Fifty years ago, I served a country church out on the prairie of southern Illinois. We had two sisters in the congregation who had lived (just the two of them) in a ramshackle farm house filled with too much furniture and knick-knacks from late in the Roosevelt administration (Teddy Roosevelt) and surrounded by high weeds and rusting junk. After we moved to another parish, I remember their first Christmas card with its handwritten message, “Christ comes, even to this mess.”

It’s interesting that in the Gospel of Matthew’s version of this same story, the ones John calls a “brood of vipers” are the Pharisees and the Sadducees, religious leaders who opposed both John and Jesus, whereas in our Gospel he calls the people who came out to be baptized a “brood of vipers.” With all due respect to Luke, I’m voting with Matthew on this one. I don’t think the people who came out into the wilderness to be baptized were a brood of vipers. I think they were like us. I think they wanted to be clean. I think they were feeling their way toward renewal and a fresh start.

This brings me to the beautiful thing about John. In the last analysis, he has nothing to offer us but Jesus. He is not the founder of a new philosophy or religion. He offers no advice. He offers only Jesus. Perhaps that’s why Luke calls John’s message “good news,” for it includes the hard thing of change and the beautiful thing of God’s gracious acceptance.

John the Baptist is like the people we love who are now with God. They will never die. They have become eternal by virtue of their new lives in the presence of God. The painter Matthias Gruenewald has captured the eternal John the Baptist in his gorgeous Isenheim Altarpiece, located originally in a hospital chapel in Colmar, France. It is a painting of the crucifixion. It is a crucifixion tableau. Jesus’s mother and other figures are gathered at the foot of the cross. John the Baptist is there too. With arm outstretched he is pointing toward Jesus, as if to say, “He is still the Lamb of God who takes away the sin of the world.”

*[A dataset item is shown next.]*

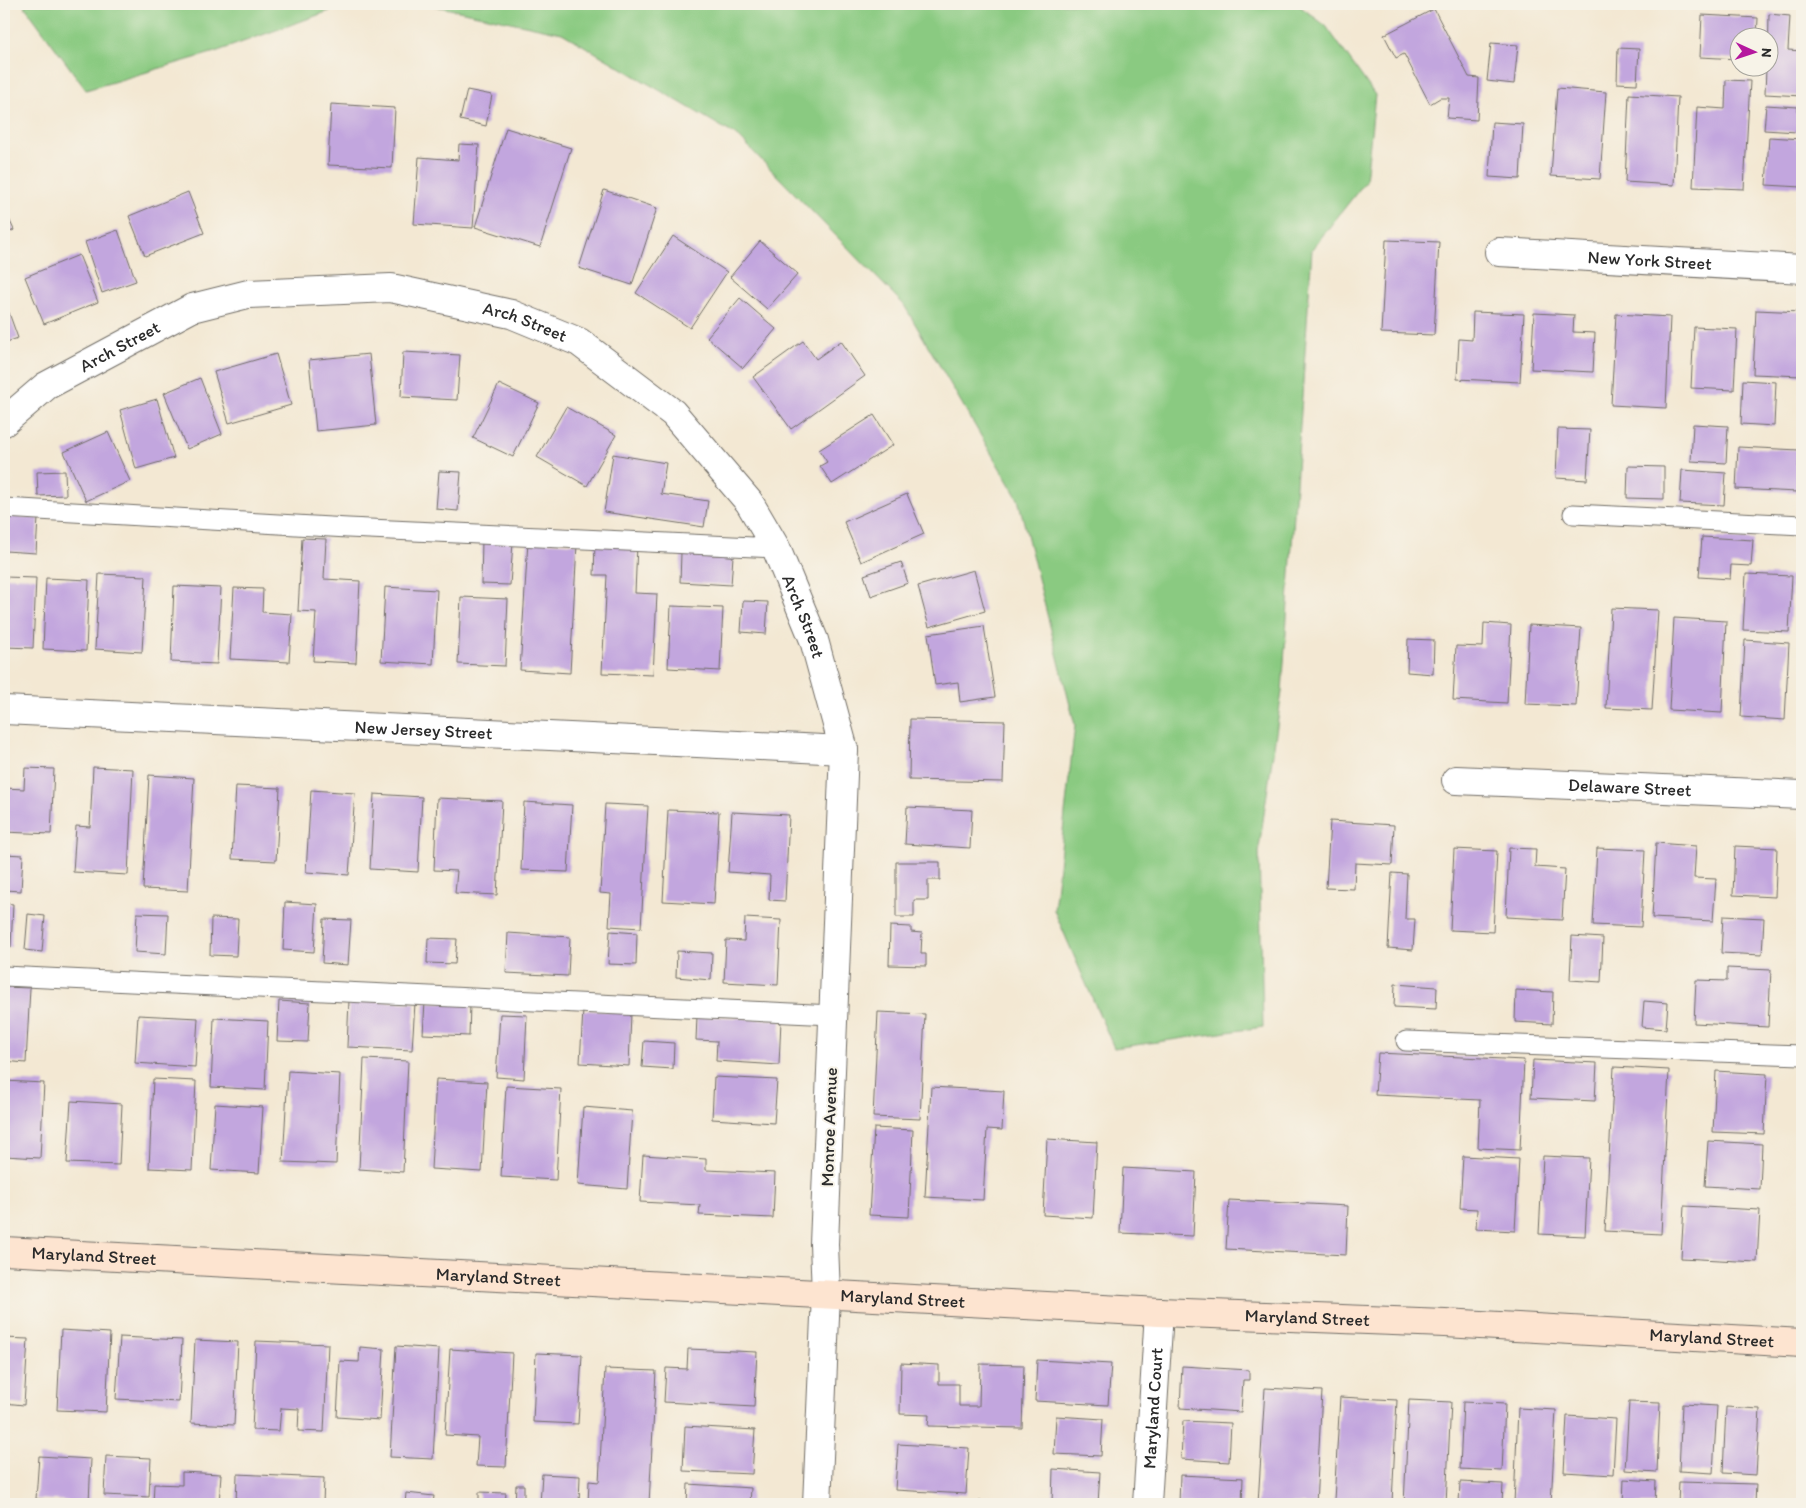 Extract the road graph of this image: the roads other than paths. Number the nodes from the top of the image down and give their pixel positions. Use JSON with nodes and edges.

There are two problems with that painting, as I a non-expert see it. One is, it is unhistorical. John was already dead by the time Jesus was crucified. But to the artist, John’s witness is eternal and therefore essential to the Christian story. He is alive. Secondly, the painting is anatomically incorrect! The extended arm is too long, as is the finger with which he points at Jesus. The finger is a needle. But there he stands, arm extended, pointing that boney finger like the needle of a compass, forever, at the crucified one. To any who would reduce the Savior to some principle of good cheer or good will, that boney finger says, “Worship him.”

Philosophers, pundits, and politicians come and go. John remains—not as a figure painted on a canvass, but as a beloved, if difficult, member of our family. We need him this Advent as never before—to tell the truth about ourselves, to tell us the secrets of our heart, and to give us only Jesus. He should come more often.